Tuesday, September 29, 2009

it's time you made amends, look in the mirror my friend.

since i gave a little auto-biographical detail for the first cd i thought i should add a bit for the digital underground post. i bought this album at this amazing little record shop in toronto in the beach (or beaches depending on what side of the fence you sit with this asinine debate). the had more tapes than i had ever seen at the ripe old age of eleven(maybe twelve?) and were one of the first places i had seen that had a rap section. i was in heaven.

whilst in heaven, i took a heavy verbal shit kicking from my father for listening to "noise". he would say things like, "they can't even sing and it's just loud and angry." i'm sure my grandfather said similar things about his crazy long haired hippy music. needless to say digital underground and the second tape i bought, public enemy's: fear of a black planet were not music in his eyes and i was more than happy about it.

hip hop cemented itself as my favourite genre of music from the ages eleven to seventeen. at some point i started listening to house and techno because my friend sean got big into clubbing. he was the reason i started listening to electronic music of all kinds. if it wasn't for him i would have missed out on clubs, raves and some of the most interesting music to grace my ears till the age of eighteen.
i know some of you are probably of the opinion that clubs and raves were worth missing out on and i feel sorry for you if that is the case. you might not like dancing or the music that is generally associated with clubs or the people that are usually found at clubs but these broad generalizations might just have kept you from having some of the most fun nights of your life. more on that at a later date.

my love affair with hip hop has come and gone over the years for various reasons but i'm glad it was where i started. i still remember sitting in my room with my brother singing along to simon and garfunkle's sound of silence. while it may seem like an odd jump in tastes, hip hop opened the doors to funk, ska, reggae, soul and eventually an appreciation for classic rock.

so if you hadn't guessed at this point, i'm going to start doing things in an auto-biographical nature. yes this idea was indirectly jacked from a scene in high fidelity but it's a damn good idea as it helps me take a look at where i came from and where i'm going both in listening to and writing music.

more stories to come. i hope you enjoy the trip.

Friday, September 25, 2009

love in an elevator, livin it up when i'm goin down.

not long ago my friend ethan rilly played host for a fantastic night of food, booze music and most importantly his beautiful illustrations at the freedom clothing collective. if you get a chance check out his book pope hats, it's fantastic.

the night went well. people chatted, bought art, chatted more, bought more art and just generally cavorted and capered. i think it went off without a hitch and the lovely and talented ladies of the fcc were so nice and accommodating that i feel like i didn't say thank you enough. it was a pleasure to meet (alphabetically seems the fairest way to do this) amanda, amy, ewa and karen and it was great talking to them through out the night.

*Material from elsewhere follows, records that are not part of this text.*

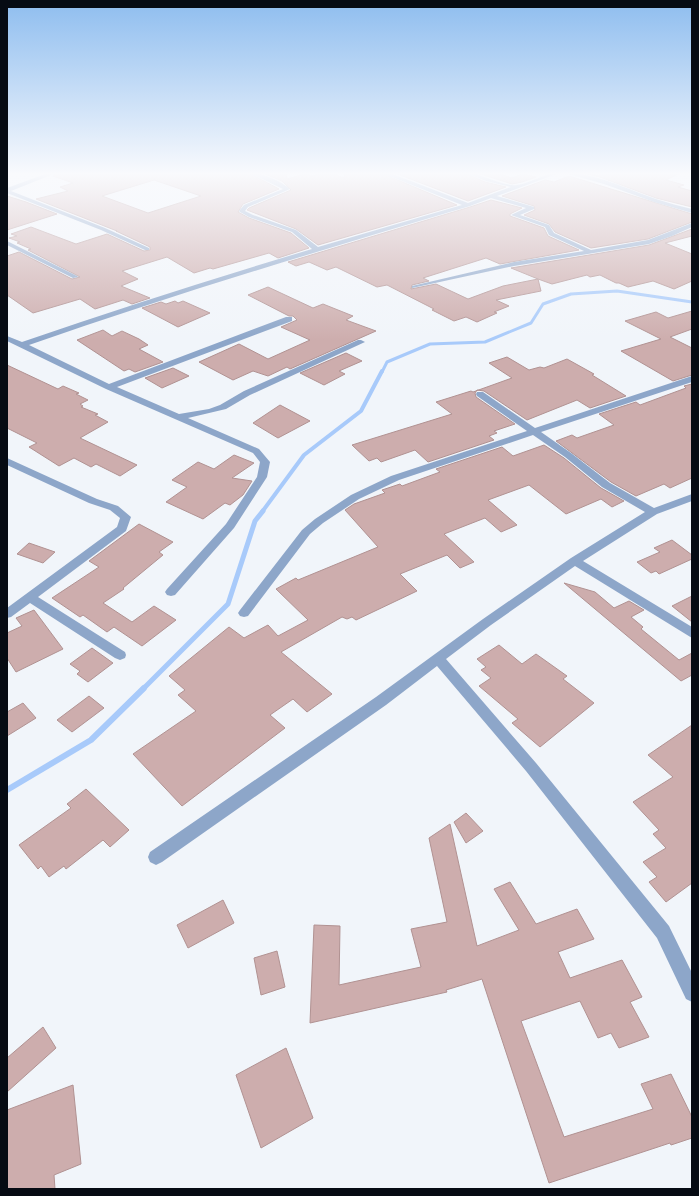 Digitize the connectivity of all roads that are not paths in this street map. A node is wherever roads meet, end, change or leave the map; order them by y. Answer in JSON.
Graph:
{"nodes":[{"id":1,"x":99,"y":229,"type":"edge"},
{"id":2,"x":288,"y":229,"type":"edge"},
{"id":3,"x":388,"y":229,"type":"edge"},
{"id":4,"x":548,"y":229,"type":"edge"},
{"id":5,"x":684,"y":229,"type":"edge"},
{"id":6,"x":7,"y":243,"type":"edge"},
{"id":7,"x":20,"y":249,"type":"junction"},
{"id":8,"x":147,"y":249,"type":"dead end"},
{"id":9,"x":317,"y":250,"type":"junction"},
{"id":10,"x":589,"y":251,"type":"junction"},
{"id":11,"x":7,"y":254,"type":"edge"},
{"id":12,"x":75,"y":277,"type":"dead end"},
{"id":13,"x":414,"y":287,"type":"dead end"},
{"id":14,"x":289,"y":319,"type":"dead end"},
{"id":15,"x":7,"y":338,"type":"edge"},
{"id":16,"x":361,"y":342,"type":"dead end"},
{"id":17,"x":22,"y":346,"type":"junction"},
{"id":18,"x":692,"y":379,"type":"edge"},
{"id":19,"x":109,"y":387,"type":"junction"},
{"id":20,"x":480,"y":394,"type":"dead end"},
{"id":21,"x":178,"y":417,"type":"junction"},
{"id":22,"x":536,"y":432,"type":"junction"},
{"id":23,"x":7,"y":461,"type":"edge"},
{"id":24,"x":692,"y":497,"type":"edge"},
{"id":25,"x":653,"y":512,"type":"junction"},
{"id":26,"x":575,"y":561,"type":"junction"},
{"id":27,"x":171,"y":592,"type":"dead end"},
{"id":28,"x":30,"y":598,"type":"junction"},
{"id":29,"x":244,"y":613,"type":"dead end"},
{"id":30,"x":7,"y":614,"type":"edge"},
{"id":31,"x":692,"y":633,"type":"edge"},
{"id":32,"x":120,"y":654,"type":"dead end"},
{"id":33,"x":437,"y":658,"type":"junction"},
{"id":34,"x":156,"y":857,"type":"dead end"},
{"id":35,"x":692,"y":993,"type":"edge"}],
"edges":[{"from":1,"to":8,"type":"street"},
{"from":2,"to":9,"type":"street"},
{"from":3,"to":9,"type":"street"},
{"from":4,"to":10,"type":"street"},
{"from":5,"to":10,"type":"street"},
{"from":6,"to":7,"type":"street"},
{"from":7,"to":11,"type":"street"},
{"from":7,"to":12,"type":"street"},
{"from":9,"to":17,"type":"street"},
{"from":10,"to":13,"type":"street"},
{"from":14,"to":19,"type":"street"},
{"from":15,"to":17,"type":"street"},
{"from":16,"to":21,"type":"street"},
{"from":17,"to":19,"type":"street"},
{"from":18,"to":22,"type":"street"},
{"from":19,"to":21,"type":"street"},
{"from":20,"to":22,"type":"street"},
{"from":21,"to":27,"type":"street"},
{"from":22,"to":25,"type":"street"},
{"from":22,"to":29,"type":"street"},
{"from":23,"to":28,"type":"street"},
{"from":24,"to":25,"type":"street"},
{"from":25,"to":26,"type":"street"},
{"from":26,"to":31,"type":"street"},
{"from":26,"to":33,"type":"street"},
{"from":28,"to":30,"type":"street"},
{"from":28,"to":32,"type":"street"},
{"from":33,"to":34,"type":"street"},
{"from":33,"to":35,"type":"street"}]}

on to the music though, ethan asked me to help dj the evening which did not go according to plan sadly. the gear i brought decided that it didn't like to output sound (that's what i get for going laptop and crappy torq controller) so in true "the show must go on" fashion my work around meant having to bump everything out to a playlist and fire it out in itunes. i was not impressed. the program (torq) is actually pretty amazing but the entry level sound interface is a piece of shit. whilst trying to figure out what the hell was wrong with it and helping whistlestop, (who may or may not have changed their name to/from bear layer but i'm kind of out of the loop on that business) a sweet little folky three piece featuring instrumental goodies such as banjo and ACCORDION (if you know me you probably have heard me express my undying love for this instrument)set up, i had a chance to chat with vangel.

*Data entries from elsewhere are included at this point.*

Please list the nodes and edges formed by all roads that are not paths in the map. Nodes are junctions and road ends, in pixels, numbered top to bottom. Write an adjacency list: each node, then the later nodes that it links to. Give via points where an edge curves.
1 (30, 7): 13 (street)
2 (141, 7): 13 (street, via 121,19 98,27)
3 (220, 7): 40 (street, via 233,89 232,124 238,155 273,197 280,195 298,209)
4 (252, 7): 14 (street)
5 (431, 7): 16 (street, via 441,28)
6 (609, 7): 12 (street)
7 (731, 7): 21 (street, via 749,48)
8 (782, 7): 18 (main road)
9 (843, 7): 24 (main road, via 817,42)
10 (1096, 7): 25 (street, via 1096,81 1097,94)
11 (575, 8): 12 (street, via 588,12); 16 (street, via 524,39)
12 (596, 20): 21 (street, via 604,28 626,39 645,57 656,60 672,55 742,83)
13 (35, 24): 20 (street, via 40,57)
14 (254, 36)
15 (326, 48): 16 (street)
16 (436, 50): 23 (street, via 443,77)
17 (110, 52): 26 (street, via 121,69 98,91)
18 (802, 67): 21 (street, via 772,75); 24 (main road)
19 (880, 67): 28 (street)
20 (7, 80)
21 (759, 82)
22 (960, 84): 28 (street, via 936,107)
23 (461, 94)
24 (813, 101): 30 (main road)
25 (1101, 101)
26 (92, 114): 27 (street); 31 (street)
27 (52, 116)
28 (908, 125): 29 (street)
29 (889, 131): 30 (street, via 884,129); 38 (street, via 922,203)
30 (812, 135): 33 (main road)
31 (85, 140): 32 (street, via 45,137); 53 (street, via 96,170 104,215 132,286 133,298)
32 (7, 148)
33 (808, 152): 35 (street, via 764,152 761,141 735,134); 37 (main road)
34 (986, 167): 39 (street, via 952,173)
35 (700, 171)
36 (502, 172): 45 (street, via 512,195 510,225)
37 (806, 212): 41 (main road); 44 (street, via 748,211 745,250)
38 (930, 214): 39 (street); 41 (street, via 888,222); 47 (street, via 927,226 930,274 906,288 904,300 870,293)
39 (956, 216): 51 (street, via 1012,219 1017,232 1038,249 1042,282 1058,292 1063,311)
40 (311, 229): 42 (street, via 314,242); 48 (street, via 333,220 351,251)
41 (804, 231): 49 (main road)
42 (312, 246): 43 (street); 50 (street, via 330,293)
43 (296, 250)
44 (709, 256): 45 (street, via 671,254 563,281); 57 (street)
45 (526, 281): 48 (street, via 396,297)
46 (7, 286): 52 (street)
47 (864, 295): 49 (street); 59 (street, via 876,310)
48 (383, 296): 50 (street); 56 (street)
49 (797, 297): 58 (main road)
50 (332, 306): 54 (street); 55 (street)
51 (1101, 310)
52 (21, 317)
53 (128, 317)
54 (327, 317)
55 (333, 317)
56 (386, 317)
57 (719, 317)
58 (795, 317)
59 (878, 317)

vangel is the kind of person that i just don't meet often enough. he's good at what he does, knows the technical aspects of how he does what he does, knows and knows about the other people that are doing similar things and is just a super nice guy. he was good enough to let me hitch a ride on his mixer in between sets and the rest of the time we talked shop.
i like his approach because he sounds like he has a lot more fun making music than most musicians i've known over the years. vangel's e.p. biblio is available on itunes, emusic, finetunes.net and as a limited edition 5&1/4 inch floppy from 5&1/4 records. the album was pieced together from private and public library collections and recorded with top session musicians. it's a jazz record which you probably wouldn't guess at first if you've heard some of vangel's other work. his live set for ethan's show was more of an improvised breaks and glitch performance.
my favourite tag line for the biblio ep is "cheesy yet serious, like hipster scarves". i'd contest this because i don't think the album is cheesy at all. there might be a hint of st. germaine (and let's be honest, st. germaine gets pretty cheesy at times) here and there but this album has it's own voice. there are samples but i'm happy to say that i dont recognize any of them or they've been replayed to fit the composition. i'm not the foremost authority on jazz but i've listened to too many sample heavy records, sample libraries and everything else to not hear familiar loops on a regular basis. this leads me to a second regular occurrence and that's telegraphing.
have you ever listened to a song and knew what was coming next? i'm sure it's happened at least once and probably more often for some of you but it's kind of disappointing when you can do it at all. some musicians write their songs specifically so the listener can sing a long and has all of their expectations met neatly with no surprises. i can't say i enjoy that often. i like hearing things that don't make sense. i want to know how someone made that noise or what they used to sequence everything. i want them to drop the beat out from under us or change the tempo or blast us with noise or something and biblio did that. it was a fun ride that i just didn't see coming for the majority of the album.
survey says: go buy this thing now! ok preview it first if you don't trust my word, which you should, then go buy this now.
(also, i don't know why blogspot does this all the time but it has decided to ignore paragraph spacing for the last half of this post. if you know how to fix this i would love to hear from you.)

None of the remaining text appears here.